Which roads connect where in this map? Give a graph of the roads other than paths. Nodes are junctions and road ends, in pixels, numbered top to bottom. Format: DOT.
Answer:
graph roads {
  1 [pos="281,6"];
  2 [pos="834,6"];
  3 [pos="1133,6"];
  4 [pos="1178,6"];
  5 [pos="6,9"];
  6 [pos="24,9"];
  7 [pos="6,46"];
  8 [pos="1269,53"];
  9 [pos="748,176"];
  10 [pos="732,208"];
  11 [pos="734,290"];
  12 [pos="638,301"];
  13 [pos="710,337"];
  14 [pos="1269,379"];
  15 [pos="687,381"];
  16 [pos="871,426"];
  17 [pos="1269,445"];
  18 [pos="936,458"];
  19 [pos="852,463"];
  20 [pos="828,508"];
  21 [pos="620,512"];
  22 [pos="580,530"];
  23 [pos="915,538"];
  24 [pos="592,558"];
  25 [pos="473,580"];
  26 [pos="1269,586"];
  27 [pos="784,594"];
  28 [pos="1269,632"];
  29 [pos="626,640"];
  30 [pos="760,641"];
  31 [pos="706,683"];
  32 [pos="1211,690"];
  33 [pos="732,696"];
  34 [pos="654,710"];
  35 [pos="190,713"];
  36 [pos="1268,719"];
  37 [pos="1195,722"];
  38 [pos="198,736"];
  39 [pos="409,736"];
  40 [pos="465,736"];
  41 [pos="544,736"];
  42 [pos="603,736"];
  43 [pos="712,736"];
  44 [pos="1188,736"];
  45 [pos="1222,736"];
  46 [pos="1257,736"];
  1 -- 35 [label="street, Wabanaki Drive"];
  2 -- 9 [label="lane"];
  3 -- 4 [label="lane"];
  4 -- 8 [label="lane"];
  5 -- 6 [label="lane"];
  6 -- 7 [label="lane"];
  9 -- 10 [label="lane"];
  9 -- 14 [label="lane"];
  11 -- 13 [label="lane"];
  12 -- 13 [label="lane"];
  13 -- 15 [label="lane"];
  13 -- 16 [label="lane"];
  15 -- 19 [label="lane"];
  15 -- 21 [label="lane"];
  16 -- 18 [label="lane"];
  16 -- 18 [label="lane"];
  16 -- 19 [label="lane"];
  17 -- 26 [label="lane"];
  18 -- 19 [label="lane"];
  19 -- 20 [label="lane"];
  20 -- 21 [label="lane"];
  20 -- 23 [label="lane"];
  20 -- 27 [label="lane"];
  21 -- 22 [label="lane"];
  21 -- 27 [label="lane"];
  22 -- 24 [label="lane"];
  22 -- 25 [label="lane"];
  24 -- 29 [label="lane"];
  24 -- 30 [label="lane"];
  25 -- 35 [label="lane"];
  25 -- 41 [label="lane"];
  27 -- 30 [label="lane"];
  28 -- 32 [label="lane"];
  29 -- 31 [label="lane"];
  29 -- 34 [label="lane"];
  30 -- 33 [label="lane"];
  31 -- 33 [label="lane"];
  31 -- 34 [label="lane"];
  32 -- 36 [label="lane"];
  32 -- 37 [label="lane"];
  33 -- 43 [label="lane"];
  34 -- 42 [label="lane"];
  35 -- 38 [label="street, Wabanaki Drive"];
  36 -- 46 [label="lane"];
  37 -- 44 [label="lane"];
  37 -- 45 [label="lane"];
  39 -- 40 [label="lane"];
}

• • • • •

• _WHAT TO PRODUCE_
Provide a verbatim copy of all the entries.

• _ANSWER BOX_
Which roads connect where in this map? Give a graph of the roads other than paths. Nodes are junctions and road ends, in pixels, numbered top to bottom. Format: DOT.
Answer:
graph roads {
  1 [pos="281,6"];
  2 [pos="834,6"];
  3 [pos="1133,6"];
  4 [pos="1178,6"];
  5 [pos="6,9"];
  6 [pos="24,9"];
  7 [pos="6,46"];
  8 [pos="1269,53"];
  9 [pos="748,176"];
  10 [pos="732,208"];
  11 [pos="734,290"];
  12 [pos="638,301"];
  13 [pos="710,337"];
  14 [pos="1269,379"];
  15 [pos="687,381"];
  16 [pos="871,426"];
  17 [pos="1269,445"];
  18 [pos="936,458"];
  19 [pos="852,463"];
  20 [pos="828,508"];
  21 [pos="620,512"];
  22 [pos="580,530"];
  23 [pos="915,538"];
  24 [pos="592,558"];
  25 [pos="473,580"];
  26 [pos="1269,586"];
  27 [pos="784,594"];
  28 [pos="1269,632"];
  29 [pos="626,640"];
  30 [pos="760,641"];
  31 [pos="706,683"];
  32 [pos="1211,690"];
  33 [pos="732,696"];
  34 [pos="654,710"];
  35 [pos="190,713"];
  36 [pos="1268,719"];
  37 [pos="1195,722"];
  38 [pos="198,736"];
  39 [pos="409,736"];
  40 [pos="465,736"];
  41 [pos="544,736"];
  42 [pos="603,736"];
  43 [pos="712,736"];
  44 [pos="1188,736"];
  45 [pos="1222,736"];
  46 [pos="1257,736"];
  1 -- 35 [label="street, Wabanaki Drive"];
  2 -- 9 [label="lane"];
  3 -- 4 [label="lane"];
  4 -- 8 [label="lane"];
  5 -- 6 [label="lane"];
  6 -- 7 [label="lane"];
  9 -- 10 [label="lane"];
  9 -- 14 [label="lane"];
  11 -- 13 [label="lane"];
  12 -- 13 [label="lane"];
  13 -- 15 [label="lane"];
  13 -- 16 [label="lane"];
  15 -- 19 [label="lane"];
  15 -- 21 [label="lane"];
  16 -- 18 [label="lane"];
  16 -- 18 [label="lane"];
  16 -- 19 [label="lane"];
  17 -- 26 [label="lane"];
  18 -- 19 [label="lane"];
  19 -- 20 [label="lane"];
  20 -- 21 [label="lane"];
  20 -- 23 [label="lane"];
  20 -- 27 [label="lane"];
  21 -- 22 [label="lane"];
  21 -- 27 [label="lane"];
  22 -- 24 [label="lane"];
  22 -- 25 [label="lane"];
  24 -- 29 [label="lane"];
  24 -- 30 [label="lane"];
  25 -- 35 [label="lane"];
  25 -- 41 [label="lane"];
  27 -- 30 [label="lane"];
  28 -- 32 [label="lane"];
  29 -- 31 [label="lane"];
  29 -- 34 [label="lane"];
  30 -- 33 [label="lane"];
  31 -- 33 [label="lane"];
  31 -- 34 [label="lane"];
  32 -- 36 [label="lane"];
  32 -- 37 [label="lane"];
  33 -- 43 [label="lane"];
  34 -- 42 [label="lane"];
  35 -- 38 [label="street, Wabanaki Drive"];
  36 -- 46 [label="lane"];
  37 -- 44 [label="lane"];
  37 -- 45 [label="lane"];
  39 -- 40 [label="lane"];
}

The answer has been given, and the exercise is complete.